What appears to be the trend now Is that marketeers are using a combination of both to try and attract new customers and many businesses are using print to send vouchers or discounts to entice new customers, or as in some food retailers’ cases, printed food brochures with a certain amount off should you shop with them. Certainly, retailers appear to be engaging with potential customers if they have placed something in their baskets and forgotten about it, personalised printed vouchers may encourage them to remember the items in their basket and entice them to buy.
Whilst GDPR has made businesses reconsider how they contact customers, often the methods now used by direct mail marketeers are via a postcode drop and not based on a database of names and addresses. However, people still like the personalised touch and if you can identify those that have visited your website, then it is of benefit for you to send a personalised direct mail. Be careful with personalisation though as it must be relevant to that person and not just a mail merge. Also, compliance with GDPR law should be adhered should the person insist that their data is removed from your database.

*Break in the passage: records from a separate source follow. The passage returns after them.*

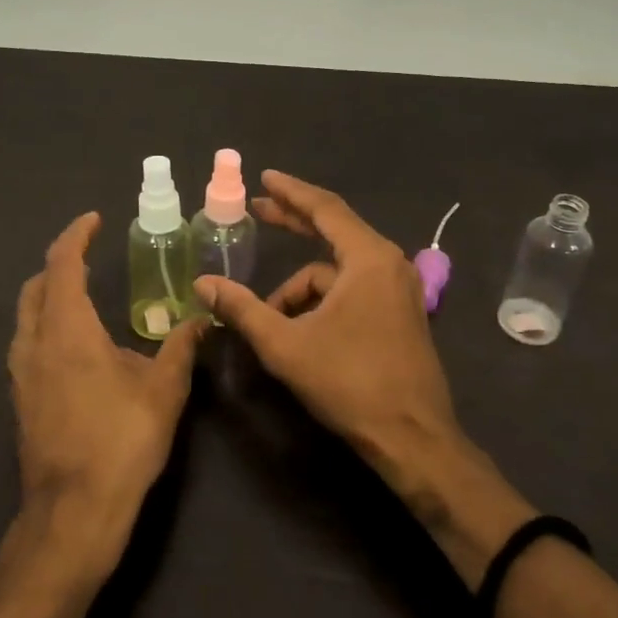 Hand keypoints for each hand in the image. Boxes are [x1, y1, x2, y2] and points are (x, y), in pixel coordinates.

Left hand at [8, 213, 206, 580]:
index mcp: (66, 329)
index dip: (76, 236)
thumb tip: (201, 319)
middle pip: (36, 286)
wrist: (73, 513)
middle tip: (89, 256)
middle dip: (60, 264)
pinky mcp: (21, 400)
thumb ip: (182, 348)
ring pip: (27, 316)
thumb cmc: (121, 442)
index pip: (62, 264)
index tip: (94, 220)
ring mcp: (21, 374)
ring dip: (50, 296)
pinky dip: (46, 325)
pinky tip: (75, 348)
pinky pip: (28, 344)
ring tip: (83, 296)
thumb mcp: (164, 391)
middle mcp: (34, 343)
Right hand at [193, 173, 532, 580]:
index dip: (290, 192)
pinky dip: (320, 303)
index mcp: (368, 259)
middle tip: (257, 210)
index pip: (325, 209)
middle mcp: (388, 264)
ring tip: (269, 318)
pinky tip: (298, 330)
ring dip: (300, 288)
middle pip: (334, 230)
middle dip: (293, 222)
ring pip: (336, 273)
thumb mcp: (286, 345)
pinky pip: (351, 291)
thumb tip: (203, 284)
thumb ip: (242, 309)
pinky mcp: (398, 314)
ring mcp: (398, 290)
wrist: (413, 438)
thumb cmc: (351, 383)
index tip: (264, 178) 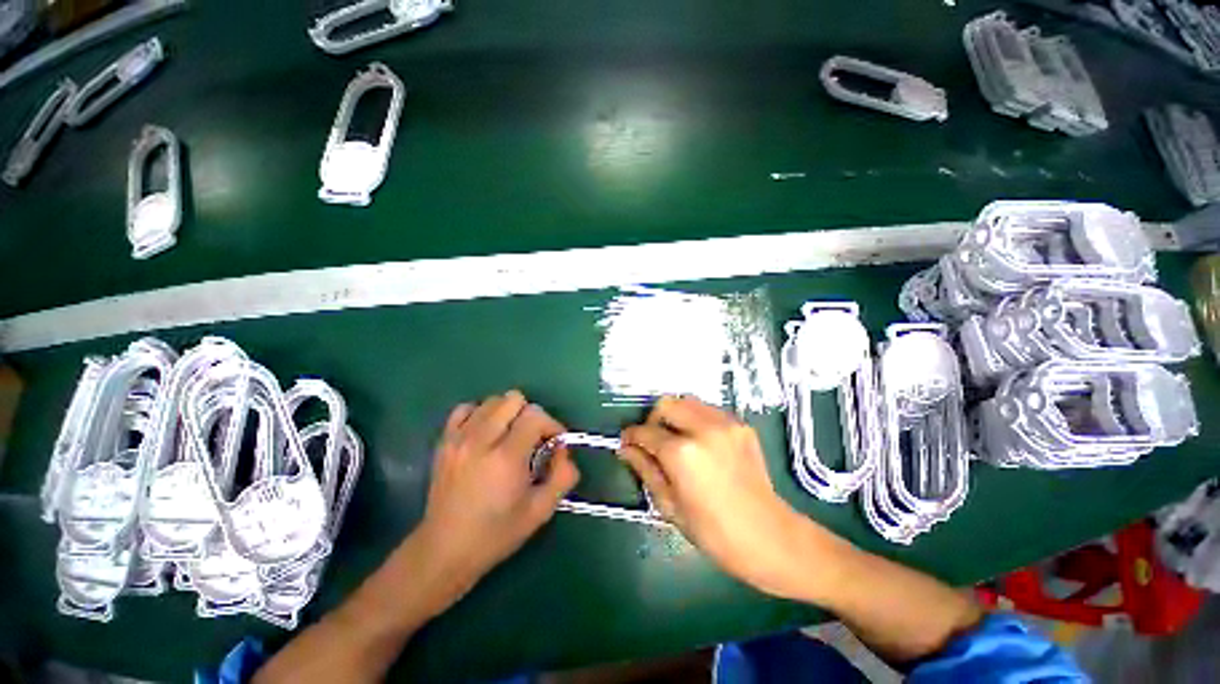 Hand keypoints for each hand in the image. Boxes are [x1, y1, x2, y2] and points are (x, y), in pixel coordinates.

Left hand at [416, 391, 578, 592]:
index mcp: (506, 457)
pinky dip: (481, 414)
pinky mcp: (444, 441)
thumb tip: (564, 450)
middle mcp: (481, 440)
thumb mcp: (541, 511)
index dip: (552, 425)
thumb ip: (563, 475)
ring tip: (510, 437)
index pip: (535, 416)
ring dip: (508, 414)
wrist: (444, 550)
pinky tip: (486, 434)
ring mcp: (459, 438)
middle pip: (514, 399)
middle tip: (533, 439)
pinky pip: (466, 409)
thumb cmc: (496, 534)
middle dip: (531, 416)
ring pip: (492, 400)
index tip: (554, 443)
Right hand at [619, 396, 809, 596]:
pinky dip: (696, 419)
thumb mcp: (670, 505)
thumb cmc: (714, 532)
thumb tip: (625, 449)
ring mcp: (725, 424)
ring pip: (687, 401)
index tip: (626, 442)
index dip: (631, 436)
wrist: (769, 537)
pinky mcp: (741, 425)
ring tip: (675, 438)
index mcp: (682, 453)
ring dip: (675, 416)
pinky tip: (699, 441)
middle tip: (652, 440)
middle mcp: (703, 428)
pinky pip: (708, 411)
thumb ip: (645, 469)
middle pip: (666, 404)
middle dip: (652, 419)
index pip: (646, 432) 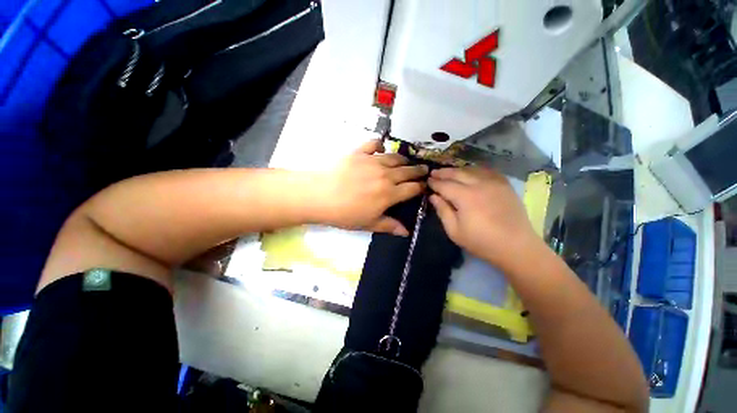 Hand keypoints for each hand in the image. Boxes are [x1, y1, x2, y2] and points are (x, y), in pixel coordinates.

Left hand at [315, 140, 427, 235]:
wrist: (319, 195)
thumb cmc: (344, 214)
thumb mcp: (368, 223)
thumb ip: (389, 226)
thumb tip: (406, 232)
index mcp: (389, 194)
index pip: (412, 189)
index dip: (421, 187)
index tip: (425, 186)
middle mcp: (386, 175)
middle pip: (407, 171)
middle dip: (418, 171)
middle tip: (424, 170)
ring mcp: (373, 161)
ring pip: (395, 157)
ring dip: (404, 160)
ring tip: (407, 161)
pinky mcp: (359, 152)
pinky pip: (374, 144)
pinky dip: (379, 144)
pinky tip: (381, 147)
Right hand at [428, 167, 538, 267]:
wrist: (516, 246)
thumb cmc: (481, 241)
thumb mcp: (454, 231)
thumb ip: (442, 211)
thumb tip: (433, 196)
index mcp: (465, 197)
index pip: (445, 185)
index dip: (434, 183)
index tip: (427, 181)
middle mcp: (479, 184)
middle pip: (457, 173)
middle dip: (443, 172)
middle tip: (433, 172)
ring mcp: (494, 183)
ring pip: (471, 170)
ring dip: (457, 170)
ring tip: (448, 172)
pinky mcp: (505, 185)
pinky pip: (487, 171)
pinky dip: (475, 170)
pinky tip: (470, 173) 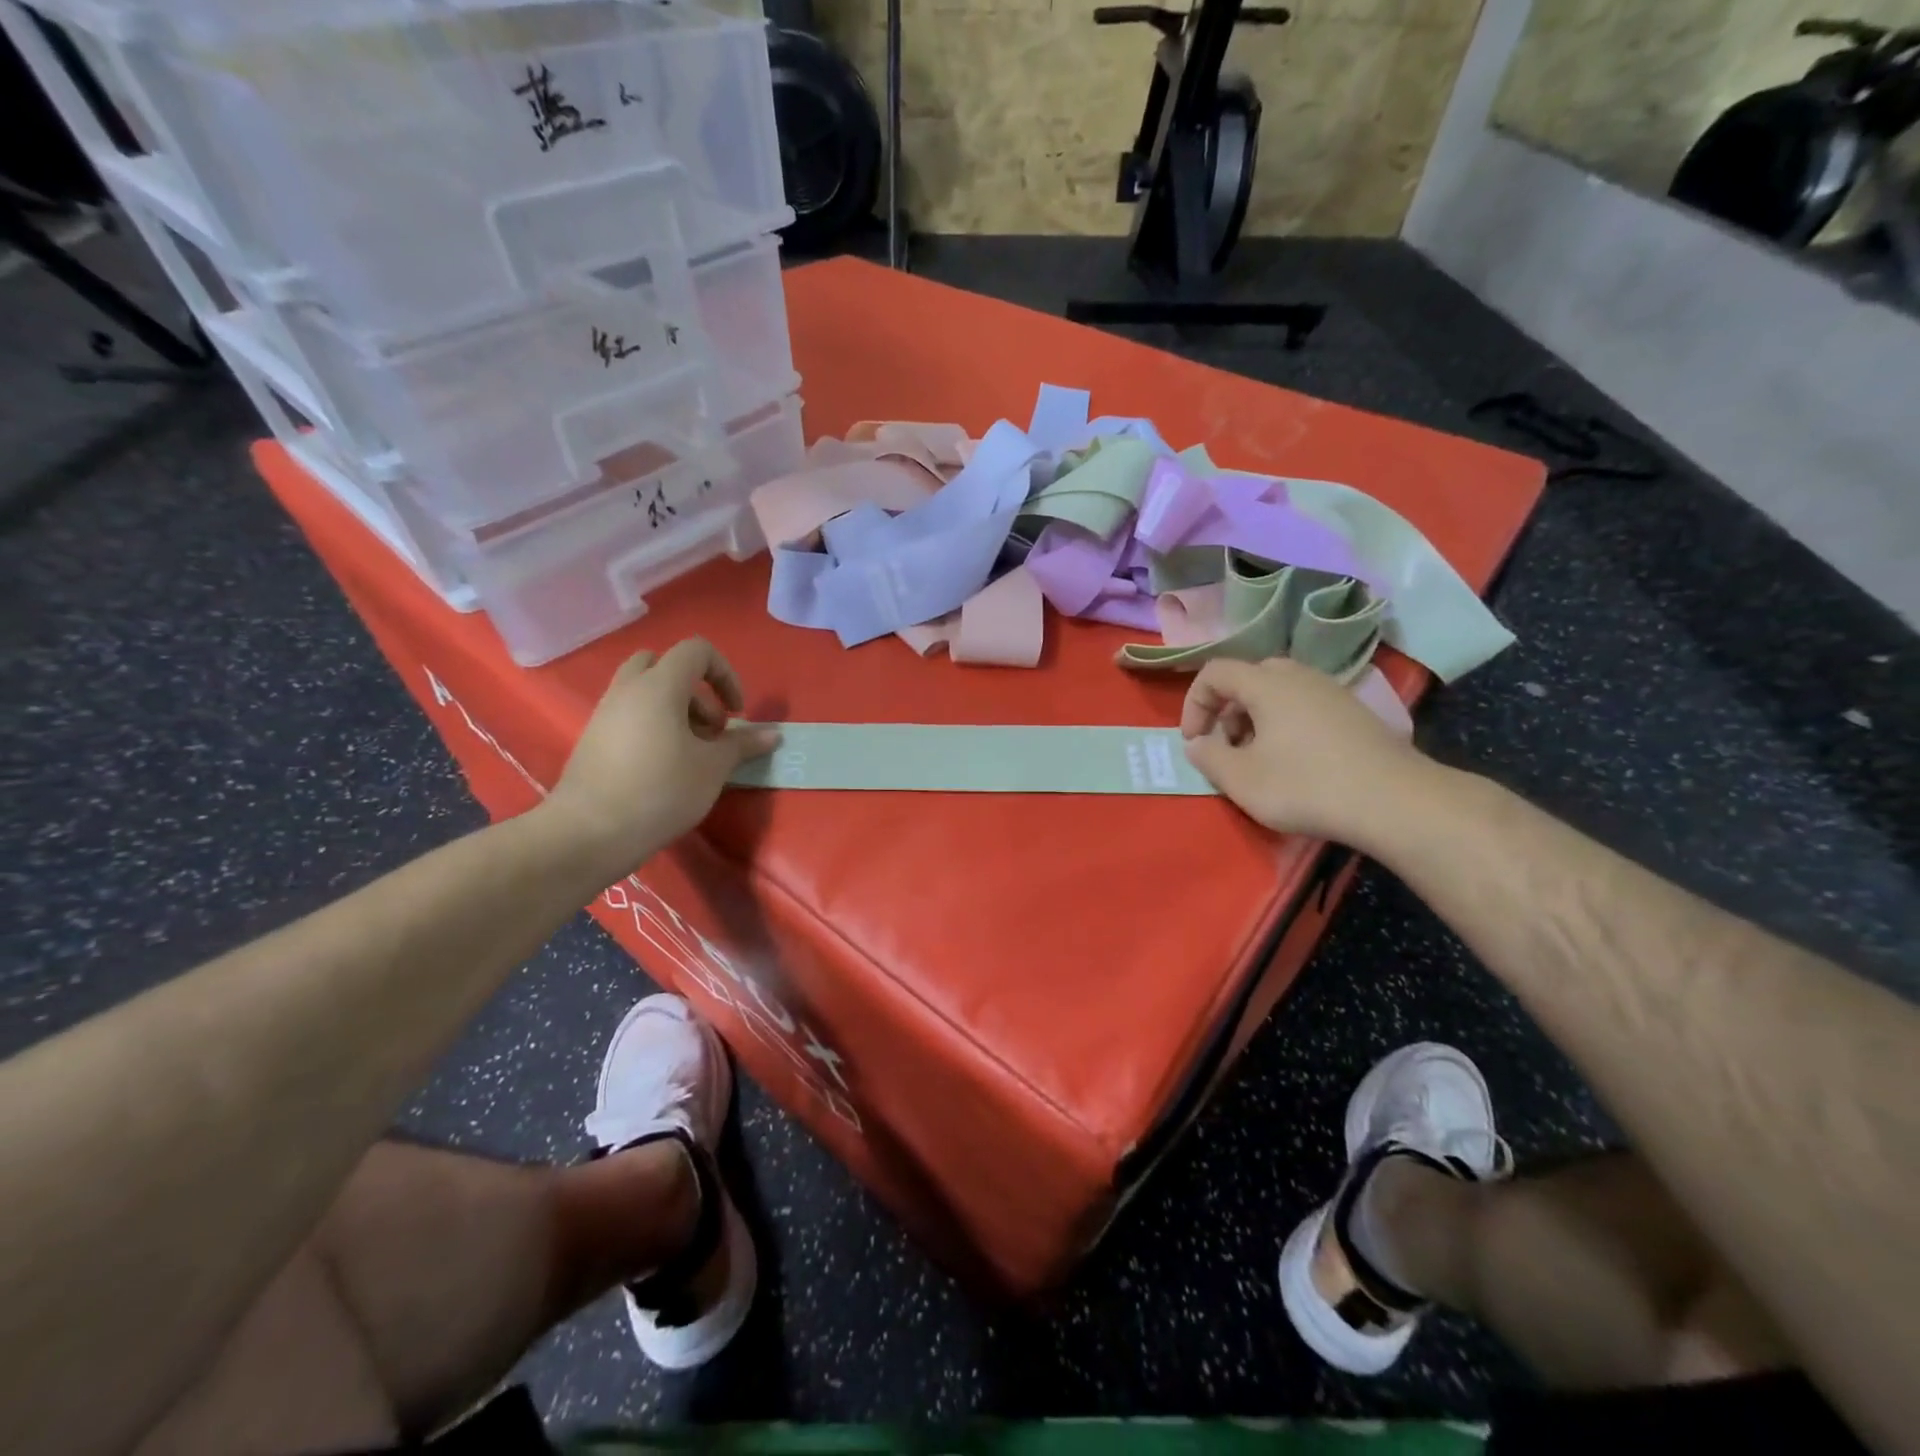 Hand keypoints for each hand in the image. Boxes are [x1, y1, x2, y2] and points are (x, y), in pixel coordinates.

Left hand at [546, 639, 778, 877]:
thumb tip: (773, 735)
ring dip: (676, 710)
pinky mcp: (593, 739)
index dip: (725, 674)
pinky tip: (664, 768)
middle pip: (664, 665)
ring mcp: (605, 714)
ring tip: (692, 753)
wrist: (588, 833)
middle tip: (711, 729)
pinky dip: (653, 726)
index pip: (697, 651)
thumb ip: (742, 745)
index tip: (736, 713)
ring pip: (645, 691)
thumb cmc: (660, 791)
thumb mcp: (712, 768)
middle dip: (696, 690)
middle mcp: (628, 690)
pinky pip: (629, 715)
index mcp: (659, 686)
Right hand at [1180, 657, 1430, 844]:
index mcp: (1267, 683)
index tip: (1195, 742)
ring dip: (1256, 719)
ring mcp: (1332, 691)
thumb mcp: (1241, 780)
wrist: (1395, 802)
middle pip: (1248, 678)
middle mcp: (1299, 676)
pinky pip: (1305, 706)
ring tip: (1259, 759)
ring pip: (1278, 692)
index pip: (1215, 672)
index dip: (1194, 704)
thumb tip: (1198, 743)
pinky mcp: (1354, 712)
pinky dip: (1286, 725)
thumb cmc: (1306, 786)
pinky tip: (1296, 763)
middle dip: (1227, 711)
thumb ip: (1208, 757)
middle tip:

However, marketeers are beginning to realise the value of print and how good quality print is attractive to customers. People are becoming bored with junk in their inboxes and immediately hitting the delete button. Whereas dwell time on printed products has increased and there is value in producing a beautiful brochure/pamphlet to entice people if your offer is right for them.
Recently Print Brain conducted research about the effectiveness of Direct Mail versus Digital marketing and the results were exceedingly interesting! They conducted a cold acquisition campaign split between direct mail and email contacting over 900, 000 cold customers. 1 third received email only and 2 thirds a piece of direct mail.
- The email campaign resulted in just 0.02% of email recipients enquiring with a conversion rate of 42%.
- The DM campaign resulted in almost 1% of recipients making enquiries of which over half resulted in a sale.
- And when the calculations were made, the cost per sale for the printed direct mail campaign was 57% lower than for the email campaign!
So, whilst these results show the love affair with print reigniting, a cohesive combination of printed direct mail and email may be a winning combination in acquiring new business.